Doing Judaism “Right”

Dear BMC Family, 

B’nai Mitzvah Campaign is in a unique position in the Jewish world. We work closely with Jewish families from a wide variety of backgrounds for a key period in a young Jewish person’s life. We learn (excitedly so!) with students who have never read a word of Hebrew, to self-prescribed young scholars deepening their study with a synagogue curriculum.

We’re often asked for our position on how to navigate the diverse denominational and political terrain of the Jewish world? Where we might find examples for how to do Judaism ‘right’? If you said the Torah, you might just be correct. (You are.) This week’s portion in particular.

We begin the book of Bamidbar, often known as Numbers. The first portion is also called Bamidbar, meaning ‘in the desert’. We learn of the way that the Israelites arrange themselves in encampments around the Mishkan (earthly dwelling place of Hashem). On the surface this seems to point to a military strategy as they headed through the desert. Interestingly, the Torah says to do so, with “each person under his standard with the banners of his family.” Chassidic text Beit Aharon, later quoted in the modern Itturei Torah, continues:

Every Jew must know and think that they are unique in the world, and there was never anyone exactly like them–if there were someone like them (before), there would have been no need for you to come into the world. Every single person is someone new in the world, and it is their duty to improve all her ways, until all of Israel has attained perfection.
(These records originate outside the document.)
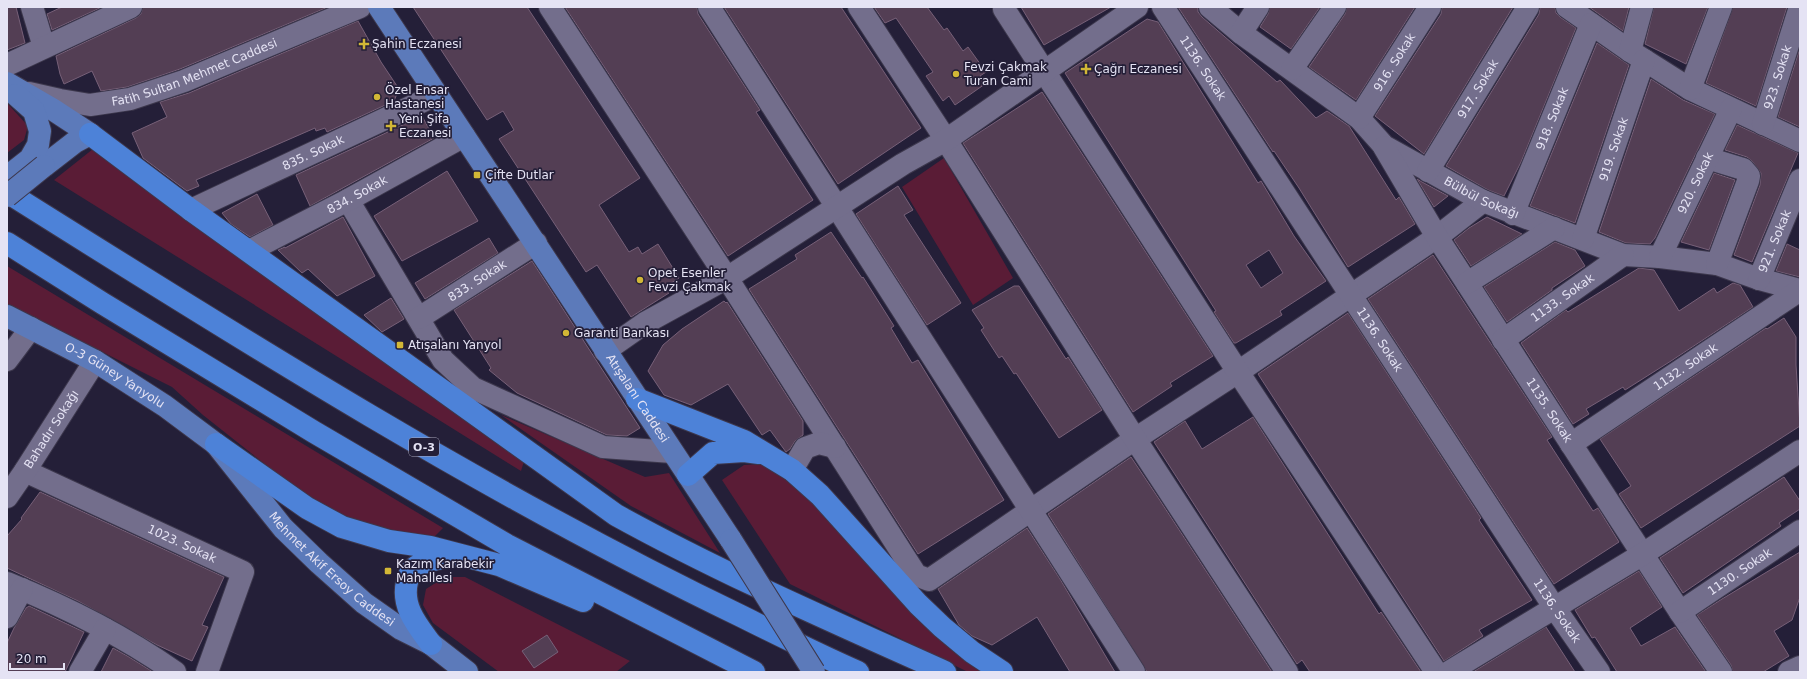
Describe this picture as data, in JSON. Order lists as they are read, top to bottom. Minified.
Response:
{"streets":{"highway":["O-3"],"main road":["O-3 Güney Yanyolu","Atışalanı Caddesi","Mehmet Akif Ersoy Caddesi"],"street":["916. Sokak","1136. Sokak","Fatih Sultan Mehmet Caddesi","923. Sokak","917. Sokak","918. Sokak","919. Sokak","835. Sokak","920. Sokak","834. Sokak","Bülbül Sokağı","921. Sokak","833. Sokak","1133. Sokak","1132. Sokak","1135. Sokak","Bahadır Sokağı","1023. Sokak","1130. Sokak"]},"crossings":[["916. Sokak","Bülbül Sokağı"],["917. Sokak","Bülbül Sokağı"],["918. Sokak","Bülbül Sokağı"],["919. Sokak","Bülbül Sokağı"],["835. Sokak","Atışalanı Caddesi"],["920. Sokak","Bülbül Sokağı"],["834. Sokak","Atışalanı Caddesi"],["Bülbül Sokağı","921. Sokak"],["Bülbül Sokağı","1133. Sokak"],["Bülbül Sokağı","1132. Sokak"],["Bülbül Sokağı","1135. Sokak"],["833. Sokak","Atışalanı Caddesi"],["1133. Sokak","1135. Sokak"],["1132. Sokak","1135. Sokak"],["O-3 Güney Yanyolu","Bahadır Sokağı"],["O-3 Güney Yanyolu","Mehmet Akif Ersoy Caddesi"],["1135. Sokak","1130. Sokak"],["Bahadır Sokağı","1023. Sokak"]],"places":{"health":["Şahin Eczanesi","Çağrı Eczanesi","Yeni Şifa Eczanesi"],"other":["Fevzi Çakmak Turan Cami","Özel Ensar Hastanesi","Opet Esenler Fevzi Çakmak","Garanti Bankası"],"transit":["Çifte Dutlar","Atışalanı Yanyol","Kazım Karabekir Mahallesi"]},"scale_bar":"20 m"}
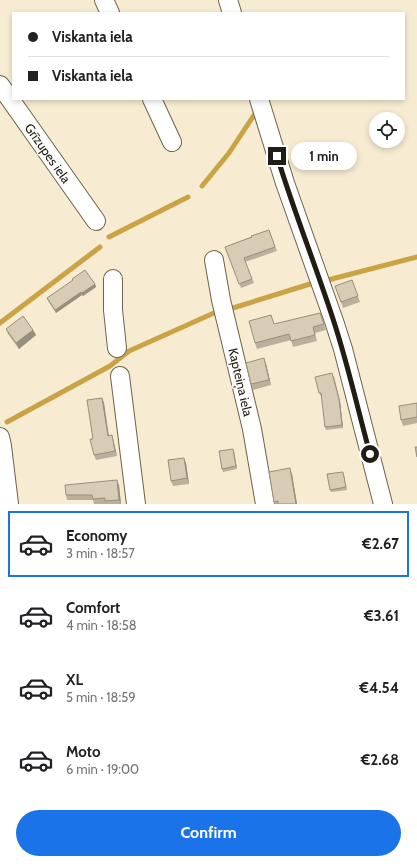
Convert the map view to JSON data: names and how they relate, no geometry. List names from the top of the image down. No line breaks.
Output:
{"streets":{"street":["Grīzupes iela","Kapteiņa iela"]},"page":{"banner":["Viskanta iela","Viskanta iela"],"bubble":"1 min","list":[{"name":"Economy","note":"3 min · 18:57","value":"€2.67"},{"name":"Comfort","note":"4 min · 18:58","value":"€3.61"},{"name":"XL","note":"5 min · 18:59","value":"€4.54"},{"name":"Moto","note":"6 min · 19:00","value":"€2.68"}],"buttons":"Confirm"}}
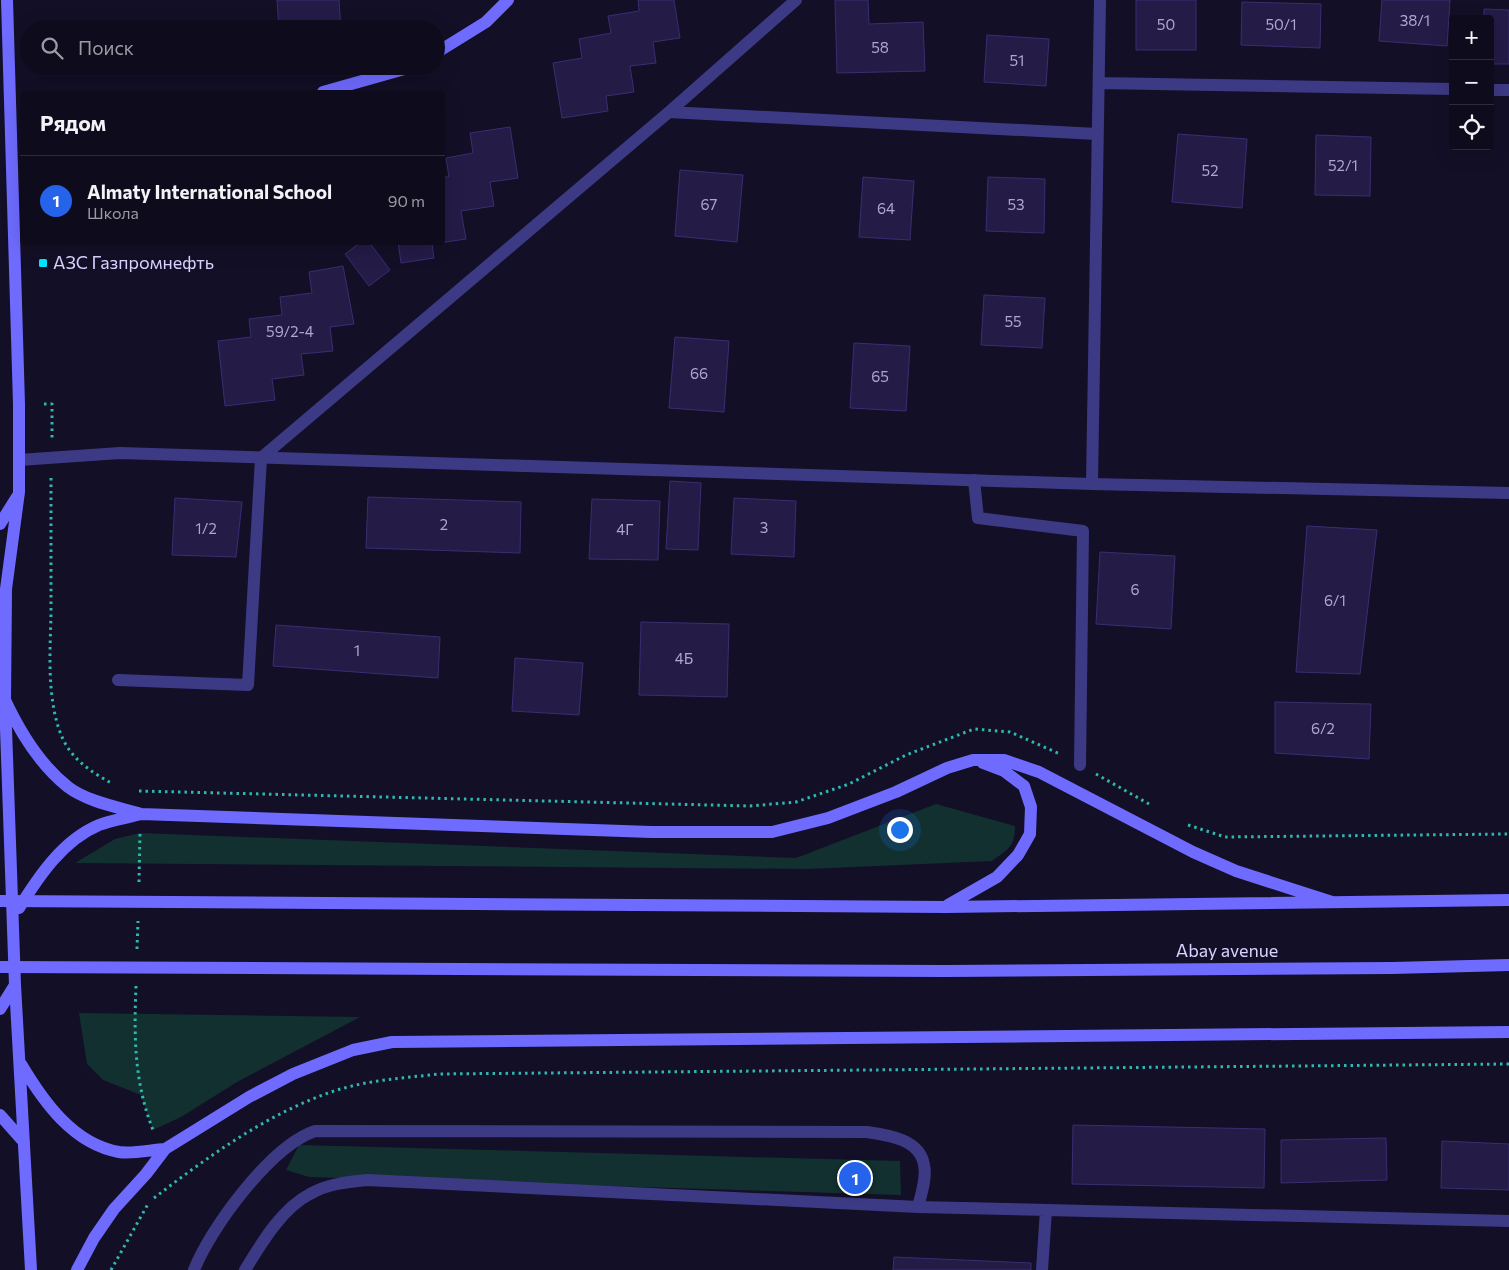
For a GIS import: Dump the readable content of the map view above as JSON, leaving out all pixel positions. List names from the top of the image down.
{
  "streets": {
    "main road": ["Abay avenue"]
  },
  "places": {
    "transit": ["АЗС Газпромнефть"]
  },
  "house_numbers": [
    "38/1",
    "50",
    "50/1",
    "58",
    "51",
    "52/1",
    "52",
    "67",
    "53",
    "64",
    "55",
    "59/2-4",
    "66",
    "65",
    "2",
    "3",
    "1/2",
    "4Г",
    "6",
    "6/1",
    "1",
    "4Б",
    "6/2"
  ],
  "page": {
    "map_buttons": ["+", "−"],
    "search": "Поиск",
    "heading": "Рядом",
    "list": [
      {
        "mark": "1",
        "name": "Almaty International School",
        "note": "Школа",
        "value": "90 m"
      }
    ],
    "pins": "1"
  }
}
Here we can see fully juxtaposed the commitment we have to our Jewish community, with the requirement for us to discover our personal relationship to Judaism. The two flow into one another, yin and yang if you will.

So maybe the question isn’t about how to “do Judaism right”, but how we - and how you - want to discover and engage with it, and go from there.

Food for thought: Rabbi Neil J. Loevinger (of our time) elaborates, “Judaism is not “one size fits all!” One person may become zealously observant of ritual practices, another person may devote all her energy to to Judaism’s vision of social justice, a third may find that studying sacred texts is the proper “flag” for her living Judaism.

Experience it: Discuss with your family how you feel about your Judaism. How do you think about your Judaism? Where have you as parents come from? What would you like to explore within Judaism? How might you go about doing so individually and as a family?

Continuing to wish you safety and health, and sending a רְפוּאָה שְׁלֵמָה (r’fuah shlema, full recovery) to anyone currently in need.


For those in our community who have experienced loss at this time, 

המקום ינחם אתכם בתוך שאר אבלי ציון וירושלים

Hamakom yenakhem etekhem betokh shaar avelay tziyon viyrushalayim.

May Hashem comfort you among the rest of the mourners of Zion and Jerusalem.